Exercise directions:
Exact copies of all entries are expected.

(Stored data)
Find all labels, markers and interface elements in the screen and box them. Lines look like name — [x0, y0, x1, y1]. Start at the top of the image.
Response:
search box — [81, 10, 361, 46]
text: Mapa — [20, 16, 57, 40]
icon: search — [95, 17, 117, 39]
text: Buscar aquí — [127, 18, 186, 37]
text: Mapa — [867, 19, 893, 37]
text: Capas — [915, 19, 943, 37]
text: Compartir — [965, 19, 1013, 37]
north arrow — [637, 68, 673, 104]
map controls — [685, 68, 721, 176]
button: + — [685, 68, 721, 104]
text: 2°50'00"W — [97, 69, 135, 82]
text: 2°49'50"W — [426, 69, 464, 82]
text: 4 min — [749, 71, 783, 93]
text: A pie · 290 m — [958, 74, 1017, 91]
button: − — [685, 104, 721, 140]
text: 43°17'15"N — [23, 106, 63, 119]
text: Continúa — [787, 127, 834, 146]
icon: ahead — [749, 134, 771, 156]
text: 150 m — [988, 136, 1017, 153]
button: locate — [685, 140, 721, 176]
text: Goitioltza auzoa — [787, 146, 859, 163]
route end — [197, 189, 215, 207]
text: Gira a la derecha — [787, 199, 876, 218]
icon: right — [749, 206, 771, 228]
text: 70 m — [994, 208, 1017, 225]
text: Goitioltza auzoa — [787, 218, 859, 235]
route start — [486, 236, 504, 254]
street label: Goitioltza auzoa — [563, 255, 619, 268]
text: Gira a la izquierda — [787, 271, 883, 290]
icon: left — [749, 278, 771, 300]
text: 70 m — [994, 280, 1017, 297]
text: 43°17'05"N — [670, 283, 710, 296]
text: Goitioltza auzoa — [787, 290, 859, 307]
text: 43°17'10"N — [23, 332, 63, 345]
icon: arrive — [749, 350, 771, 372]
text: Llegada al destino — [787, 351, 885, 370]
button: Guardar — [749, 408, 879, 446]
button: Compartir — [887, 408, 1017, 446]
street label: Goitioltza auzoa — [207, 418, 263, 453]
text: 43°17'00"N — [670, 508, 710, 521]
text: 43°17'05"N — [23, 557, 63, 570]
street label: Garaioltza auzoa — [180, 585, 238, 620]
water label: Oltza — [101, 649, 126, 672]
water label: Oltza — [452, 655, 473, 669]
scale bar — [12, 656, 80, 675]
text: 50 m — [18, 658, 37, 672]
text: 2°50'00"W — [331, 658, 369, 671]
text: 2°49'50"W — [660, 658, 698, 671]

Answer box:
Find all labels, markers and interface elements in the screen and box them. Lines look like name — [x0, y0, x1, y1]. Start at the top of the image.
Response:
search box — [81, 10, 361, 46]
text: Mapa — [20, 16, 57, 40]
icon: search — [95, 17, 117, 39]
text: Buscar aquí — [127, 18, 186, 37]
text: Mapa — [867, 19, 893, 37]
text: Capas — [915, 19, 943, 37]
text: Compartir — [965, 19, 1013, 37]
north arrow — [637, 68, 673, 104]
map controls — [685, 68, 721, 176]
button: + — [685, 68, 721, 104]
text: 2°50'00"W — [97, 69, 135, 82]
text: 2°49'50"W — [426, 69, 464, 82]
text: 4 min — [749, 71, 783, 93]
text: A pie · 290 m — [958, 74, 1017, 91]
button: − — [685, 104, 721, 140]
text: 43°17'15"N — [23, 106, 63, 119]
text: Continúa — [787, 127, 834, 146]
icon: ahead — [749, 134, 771, 156]
text: 150 m — [988, 136, 1017, 153]
button: locate — [685, 140, 721, 176]
text: Goitioltza auzoa — [787, 146, 859, 163]
route end — [197, 189, 215, 207]
text: Gira a la derecha — [787, 199, 876, 218]
icon: right — [749, 206, 771, 228]
text: 70 m — [994, 208, 1017, 225]
text: Goitioltza auzoa — [787, 218, 859, 235]
route start — [486, 236, 504, 254]
street label: Goitioltza auzoa — [563, 255, 619, 268]
text: Gira a la izquierda — [787, 271, 883, 290]
icon: left — [749, 278, 771, 300]
text: 70 m — [994, 280, 1017, 297]
text: 43°17'05"N — [670, 283, 710, 296]
text: Goitioltza auzoa — [787, 290, 859, 307]
text: 43°17'10"N — [23, 332, 63, 345]
icon: arrive — [749, 350, 771, 372]
text: Llegada al destino — [787, 351, 885, 370]
button: Guardar — [749, 408, 879, 446]
button: Compartir — [887, 408, 1017, 446]
street label: Goitioltza auzoa — [207, 418, 263, 453]
text: 43°17'00"N — [670, 508, 710, 521]
text: 43°17'05"N — [23, 557, 63, 570]
street label: Garaioltza auzoa — [180, 585, 238, 620]
water label: Oltza — [101, 649, 126, 672]
water label: Oltza — [452, 655, 473, 669]
scale bar — [12, 656, 80, 675]
text: 50 m — [18, 658, 37, 672]
text: 2°50'00"W — [331, 658, 369, 671]
text: 2°49'50"W — [660, 658, 698, 671]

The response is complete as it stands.